Abstract

The extent of brain damage accompanying traumatic brain injury (TBI) depends on the type and severity of insult and is modulated by age, sex, and comorbidities. Nearly half of all US adults suffer from hypertension. Not surprisingly, hypertension is the most common premorbid condition in people aged 50 or above hospitalized with a TBI. Hypertension has been linked to cerebrovascular damage, neuroinflammation and cognitive decline. Neurogenic hypertension is elevated blood pressure initiated by the local renin angiotensin system within the brain; often times involved in resistant hypertension (high blood pressure poorly responsive to common antihypertensives).

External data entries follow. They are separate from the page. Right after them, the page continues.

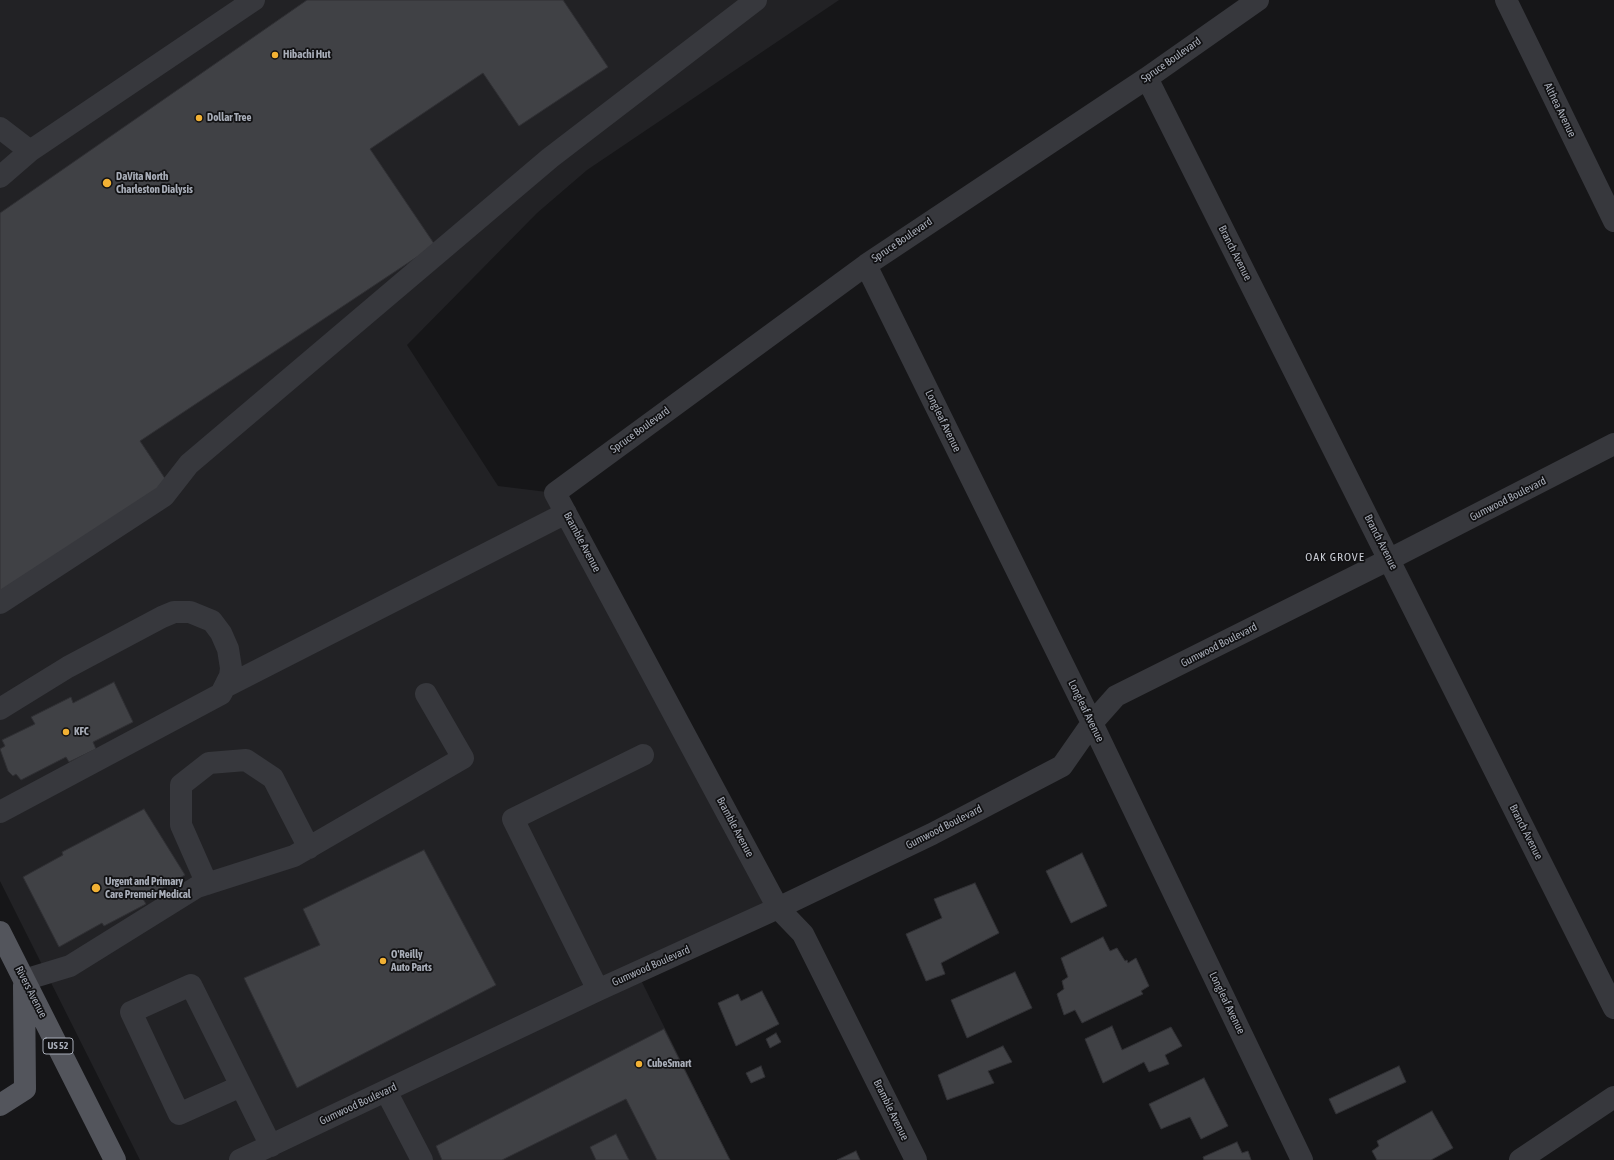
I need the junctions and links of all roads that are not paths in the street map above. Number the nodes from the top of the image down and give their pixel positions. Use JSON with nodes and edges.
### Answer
{"nodes":[{"id":1,"x":254,"y":0,"type":"edge"},
{"id":2,"x":756,"y":0,"type":"edge"},
{"id":3,"x":1258,"y":0,"type":"edge"},
{"id":4,"x":1506,"y":0,"type":"edge"},
{"id":5,"x":1147,"y":78,"type":"junction"},
{"id":6,"x":0,"y":128,"type":"edge"},
{"id":7,"x":30,"y":151,"type":"junction"},
{"id":8,"x":0,"y":160,"type":"edge"},
{"id":9,"x":0,"y":177,"type":"edge"},
{"id":10,"x":1614,"y":221,"type":"edge"},
{"id":11,"x":866,"y":265,"type":"junction"},
{"id":12,"x":1614,"y":444,"type":"edge"},
{"id":13,"x":555,"y":493,"type":"joint"},
{"id":14,"x":566,"y":513,"type":"junction"},
{"id":15,"x":1390,"y":559,"type":"junction"},
{"id":16,"x":0,"y":603,"type":"edge"},
{"id":17,"x":223,"y":691,"type":"junction"},
{"id":18,"x":426,"y":694,"type":"dead end"},
{"id":19,"x":0,"y":709,"type":"edge"},
{"id":20,"x":1092,"y":723,"type":"junction"},
{"id":21,"x":643,"y":755,"type":"dead end"},
{"id":22,"x":0,"y":812,"type":"edge"},
{"id":23,"x":309,"y":848,"type":"junction"},
{"id":24,"x":207,"y":884,"type":"junction"},
{"id":25,"x":778,"y":908,"type":"junction"},
{"id":26,"x":0,"y":932,"type":"edge"},
{"id":27,"x":24,"y":980,"type":"junction"},
{"id":28,"x":598,"y":990,"type":"junction"},
{"id":29,"x":1614,"y":1008,"type":"edge"},
{"id":30,"x":240,"y":1086,"type":"junction"},
{"id":31,"x":386,"y":1091,"type":"junction"},
{"id":32,"x":1614,"y":1097,"type":"edge"},
{"id":33,"x":0,"y":1105,"type":"edge"},
{"id":34,"x":271,"y":1146,"type":"junction"},
{"id":35,"x":115,"y":1160,"type":"edge"},
{"id":36,"x":240,"y":1160,"type":"edge"},
{"id":37,"x":422,"y":1160,"type":"edge"},
{"id":38,"x":916,"y":1160,"type":"edge"},
{"id":39,"x":1302,"y":1160,"type":"edge"},
{"id":40,"x":1520,"y":1160,"type":"edge"}],
"edges":[{"from":1,"to":7,"type":"street"},
{"from":2,"to":16,"type":"street"},
{"from":3,"to":5,"type":"street","name":"Spruce Boulevard"},
{"from":4,"to":10,"type":"street","name":"Althea Avenue"},
{"from":5,"to":11,"type":"street","name":"Spruce Boulevard"},
{"from":5,"to":15,"type":"street","name":"Branch Avenue"},
{"from":6,"to":7,"type":"street"},
{"from":7,"to":8,"type":"street"},
{"from":7,"to":9,"type":"street"},
{"from":11,"to":13,"type":"street","name":"Spruce Boulevard"},
{"from":11,"to":20,"type":"street","name":"Longleaf Avenue"},
{"from":12,"to":15,"type":"street","name":"Gumwood Boulevard"},
{"from":13,"to":14,"type":"street","name":"Bramble Avenue"},
{"from":14,"to":17,"type":"street"},
{"from":14,"to":25,"type":"street","name":"Bramble Avenue"},
{"from":15,"to":20,"type":"street","name":"Gumwood Boulevard"},
{"from":15,"to":29,"type":"street","name":"Branch Avenue"},
{"from":17,"to":19,"type":"street"},
{"from":17,"to":22,"type":"street"},
{"from":18,"to":23,"type":"street"},
{"from":20,"to":25,"type":"street","name":"Gumwood Boulevard"},
{"from":20,"to":39,"type":"street","name":"Longleaf Avenue"},
{"from":21,"to":28,"type":"street"},
{"from":23,"to":24,"type":"street"},
{"from":23,"to":24,"type":"street"},
{"from":24,"to":27,"type":"street"},
{"from":25,"to":28,"type":"street","name":"Gumwood Boulevard"},
{"from":25,"to":38,"type":"street","name":"Bramble Avenue"},
{"from":26,"to":27,"type":"main road","name":"Rivers Avenue","number":"US 52"},
{"from":27,"to":33,"type":"main road"},
{"from":27,"to":35,"type":"main road","name":"Rivers Avenue","number":"US 52"},
{"from":28,"to":31,"type":"street","name":"Gumwood Boulevard"},
{"from":30,"to":30,"type":"street"},
{"from":30,"to":34,"type":"street"},
{"from":31,"to":34,"type":"street","name":"Gumwood Boulevard"},
{"from":31,"to":37,"type":"street"},
{"from":32,"to":40,"type":"street"},
{"from":34,"to":36,"type":"street","name":"Gumwood Boulevard"}]}
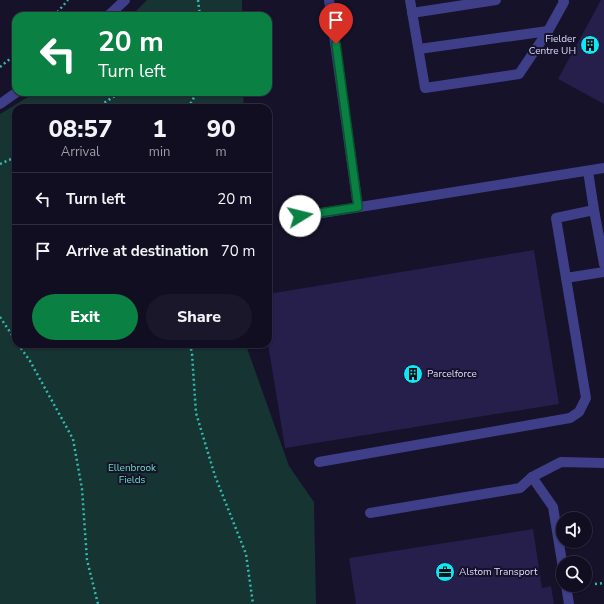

Despite an overlap in several aspects of brain pathology induced by hypertension and triggered by TBI, little is understood about the impact of premorbid hypertension on outcomes following TBI. We hypothesize that hypertension induces mild blood-brain barrier leakiness and neuroinflammation, priming the brain for greater cerebrovascular damage after TBI. To test this hypothesis, mice were rendered hypertensive via subcutaneous infusion of 1000 ng/kg/min angiotensin-II (Ang-II) two weeks prior to and one week following induction of a moderate severity controlled cortical impact or sham injury. Vascular damage and astrocyte and microglia activation were examined using histology and immunohistochemistry. Quantification was performed using HALO image analysis software. Compared to injured normotensive mice, injured hypertensive mice exhibited significantly more IgG extravasation in the cortex denoting a potentiation of blood-brain barrier damage. Despite robust injury-induced astrogliosis and microgliosis, neither GFAP nor Iba1 immunostaining was further increased by hypertension. Microbleeds were observed more in the cortex and corpus callosum but much less in the hippocampi or thalami after injury and were equivalent in hypertensive and normotensive injured mice. This study contributes to laying the groundwork of identifying and characterizing hypertension as a significant premorbid risk factor for poor outcome after TBI and provides a logical basis for incorporation of pre-existing hypertension in preclinical models of TBI, increasing their clinical relevance and predictive validity.